Diritti

Molestie sul lavoro, “per il diritto conta il punto di vista della vittima”. Ecco a chi rivolgersi per denunciare

"Le intenzioni contano poco", spiega Marzia Barbera, ordinario di Diritto antidiscriminatorio. Per avere giustizia nei casi più gravi si può fare denuncia penale entro sei mesi dal fatto. L'altra strada è la causa civile per chiedere l'allontanamento del responsabile e il risarcimento del danno. Le consigliere di parità, se necessario, agiscono in giudizio per conto della donna. E i sindacati possono avviare una vertenza con l'azienda

Non è questione di punti di vista. E’ vero che un complimento pesante può essere uno scherzo innocuo o un’offesa che umilia, a seconda del punto di vista. Per questo il tema delle molestie nei luoghi di lavoro, su cui dopo il caso Weinstein hanno alzato il velo le campagne social #quellavoltache e #metoo, è considerato scivoloso. Ma, in un Paese in cui secondo l’Istat 9 donne su 100 hanno subito molestie o ricatti sessuali nel corso della vita lavorativa, il diritto una strada l’ha scelta. Ed è chiarissima. “Il punto di vista che conta per valutare che cosa è molestia sessuale è quello della vittima“, spiega a ilfattoquotidiano.it Marzia Barbera, ordinario di Diritto antidiscriminatorio all’università ed ex consigliera nazionale di parità. “Le intenzioni di chi la mette in atto contano poco”. I codici di condotta delle grandi aziende si allineano a questa impostazione, pur non prevedendo quasi mai figure neutrali a cui rivolgersi per segnalare i comportamenti censurabili. Chi subisce molestie o violenze – e anche una mano sulla coscia, come vedremo, può configurare una violenza – ha comunque molte opzioni per chiedere giustizia. Può presentare denuncia penale, fare causa civile per il risarcimento del danno ma anche rivolgersi al sindacato o alla consigliera di parità della sua provincia o Regione. Che è titolata ad agire in giudizio davanti al giudice del lavoro per conto della vittima o in suo supporto.

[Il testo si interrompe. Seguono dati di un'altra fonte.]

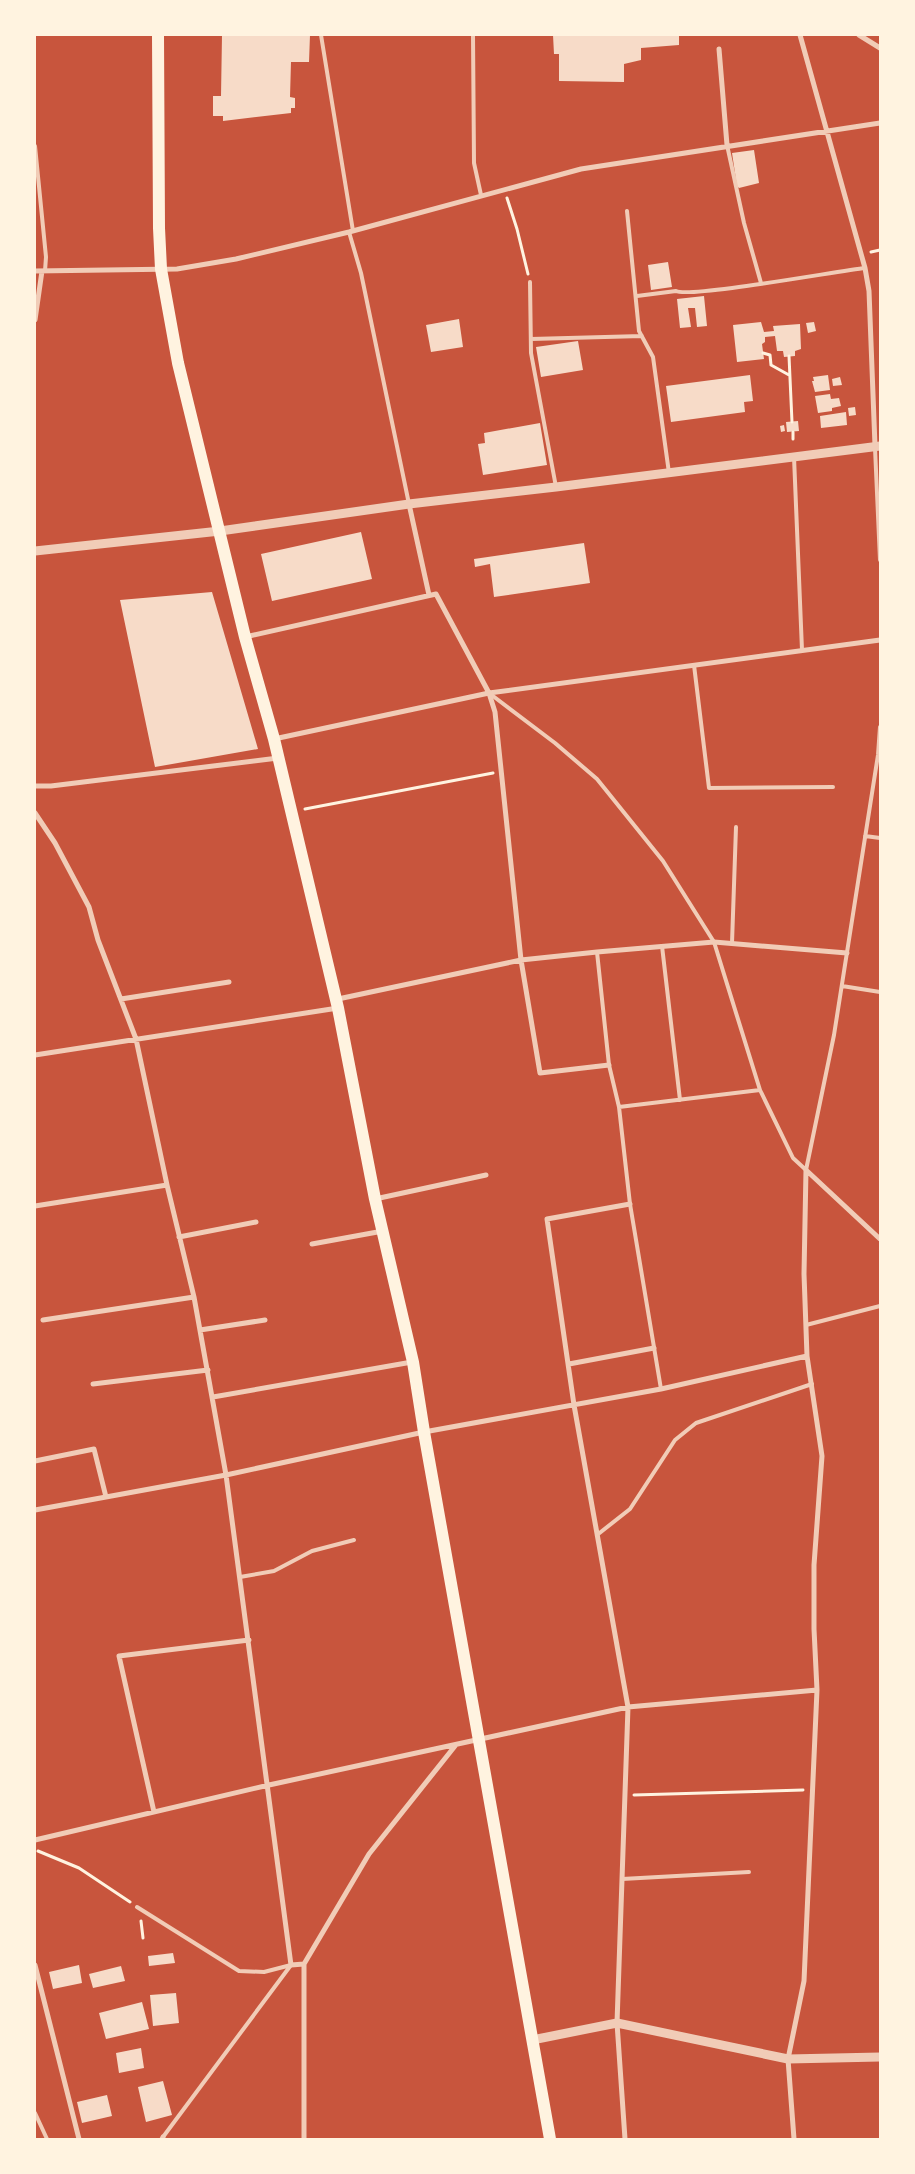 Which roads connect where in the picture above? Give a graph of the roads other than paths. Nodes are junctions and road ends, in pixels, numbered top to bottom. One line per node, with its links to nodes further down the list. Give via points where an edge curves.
1 (158, 35): 16 (main road)
2 (321, 35): 14 (lane)
3 (473, 35): 12 (lane, via 474,163)
4 (800, 35): 9 (street)
5 (859, 35): 6 (street)
6 (880, 48)
7 (719, 49): 10 (street)
8 (880, 122): 9 (street)
9 (825, 130): 10 (street); 15 (street)
10 (727, 144): 12 (street, via 581,169); 20 (lane)
11 (35, 146): 18 (lane, via 46,257)
12 (481, 195): 14 (street)
13 (627, 211): 21 (lane)
14 (351, 231): 16 (street, via 236,259); 31 (lane)
15 (865, 268): 20 (lane); 26 (street)
16 (162, 270): 18 (street); 32 (main road, via 178,363)
17 (35, 271): 18 (street)
18 (43, 271): 22 (street)
19 (530, 282): 24 (lane)
20 (761, 283): 21 (lane)
21 (637, 296): 23 (lane)
22 (35, 320)
23 (642, 336): 24 (lane); 29 (lane, via 654,357)
24 (530, 339): 30 (lane)
25 (880, 355): 26 (street)
26 (873, 356): 27 (street)
27 (878, 446): 28 (street); 34 (lane)
28 (794, 457): 29 (street); 38 (lane)
29 (669, 473): 30 (street)
30 (556, 487): 31 (street)
31 (409, 504): 32 (street); 35 (street)
32 (220, 531): 33 (street); 36 (main road)
33 (35, 551)
34 (880, 560)
35 (429, 595): 36 (street); 40 (street, via 436,594)
36 (245, 637): 42 (main road)
37 (880, 640): 38 (street)
38 (802, 650): 39 (street)
39 (694, 665): 40 (street); 46 (lane, via 709,788)
40 (489, 692): 42 (street); 51 (lane, via 597,779 658,855); 56 (street, via 495,712)
41 (880, 727): 44 (lane)
42 (274, 739): 43 (main road)
43 (278, 758): 45 (street); 61 (main road)
44 (878, 764): 49 (lane)
45 (35, 786)
46 (833, 787)
47 (35, 813): 60 (street, via 89,907)
48 (736, 828): 52 (lane)
49 (865, 836): 50 (lane); 55 (lane)
50 (880, 838)
51 (714, 942): 52 (street); 53 (street); 65 (lane)
52 (732, 943): 55 (street)
53 (662, 946): 54 (street); 66 (lane)
54 (596, 952): 56 (street); 64 (lane)
55 (847, 954): 58 (lane)
56 (521, 960): 61 (street); 64 (street, via 540,1074)
57 (229, 982): 60 (street)
58 (842, 986): 59 (lane); 68 (lane)
59 (880, 992)
60 (121, 999): 62 (street)
61 (336, 1004): 62 (street); 71 (main road)
62 (136, 1039): 63 (street); 70 (street)
63 (35, 1055)
64 (609, 1065): 67 (lane)
65 (760, 1090): 66 (lane); 68 (lane, via 793,1158)
66 (680, 1100): 67 (lane)
67 (619, 1107): 72 (lane)
68 (806, 1170): 77 (street); 83 (street)
69 (486, 1175): 71 (street)
70 (167, 1186): 73 (street); 76 (street)
71 (375, 1199): 75 (main road)
72 (630, 1204): 85 (lane); 88 (street, via 547,1219)
73 (35, 1206)
74 (256, 1222): 76 (street)
75 (383, 1231): 78 (street); 87 (main road)
76 (179, 1237): 79 (street)
77 (880, 1239)
78 (312, 1244)
79 (194, 1297): 81 (street); 84 (street)
80 (880, 1306): 83 (lane)
81 (43, 1320)
82 (265, 1320): 84 (street)
83 (806, 1325): 86 (street)
84 (200, 1330): 89 (street)
85 (654, 1348): 88 (street); 92 (lane)
86 (807, 1356): 91 (street); 92 (street)
87 (413, 1362): 93 (street); 95 (main road)
88 (569, 1364): 94 (street)
89 (208, 1370): 90 (street); 93 (street)
90 (93, 1384)
91 (812, 1384): 100 (lane, via 696,1423 675,1440 630,1509); 104 (street, via 822,1456 814,1565)
92 (661, 1389): 94 (street)
93 (213, 1396): 97 (street)
94 (574, 1405): 95 (street); 100 (street)
95 (424, 1432): 97 (street); 106 (main road)
96 (35, 1461): 98 (street, via 94,1449)
97 (226, 1475): 98 (street); 102 (street)
98 (106, 1498): 99 (street)
99 (35, 1510)
100 (597, 1535): 105 (street)
101 (354, 1540): 102 (lane, via 312,1551 274,1571)
102 (240, 1577): 103 (street)
103 (249, 1640): 108 (street); 109 (street, via 119,1656)
104 (817, 1690): 105 (street); 120 (street, via 804,1982)
105 (628, 1707): 106 (street); 112 (street)
106 (480, 1740): 107 (street); 118 (main road)
107 (455, 1746): 108 (street); 114 (street, via 369,1854)
108 (269, 1785): 109 (street); 116 (street)
109 (154, 1812): 110 (street)
110 (35, 1840)
111 (749, 1872): 112 (lane)
112 (622, 1879): 117 (street)
113 (138, 1907): 116 (lane, via 239,1971 264,1972)
114 (304, 1964): 116 (street); 125 (street)
115 (35, 1965): 124 (street)
116 (291, 1965): 122 (lane)
117 (617, 2023): 118 (street); 120 (street); 127 (street)
118 (532, 2040): 126 (main road)
119 (880, 2057): 120 (street)
120 (788, 2059): 128 (street)
121 (35, 2113): 123 (lane)
122 (163, 2138)
123 (47, 2139)
124 (80, 2139)
125 (304, 2139)
126 (550, 2139)
127 (625, 2139)
128 (794, 2139)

Il Codice del 2006: non serve dolo perché sia molestia – “In passato i giudici tendevano a cercare un punto di vista oggettivo e il risultato era che il comportamento percepito come molestia veniva derubricato come inoffensivo, scherzoso”, ricorda la docente. “Poi due direttive europee, recepite nel Codice delle pari opportunità del 2006, hanno chiarito che la prospettiva doveva essere rovesciata. Perché il diritto deve servire a proteggere la vittima che non ha la forza o la possibilità di dire no”. Per questo il Codice sancisce che sono molestie sessuali e costituiscono una forma di discriminazione tutti “quei comportamenti indesiderati a connotazione sessuale, espressi in forma fisica, verbale o non verbale, aventi lo scopo o l’effetto di violare la dignità di una lavoratrice o di un lavoratore e di creare un clima intimidatorio, ostile, degradante, umiliante o offensivo”. Non occorre che ci sia dolo, dunque: basta “l’effetto”.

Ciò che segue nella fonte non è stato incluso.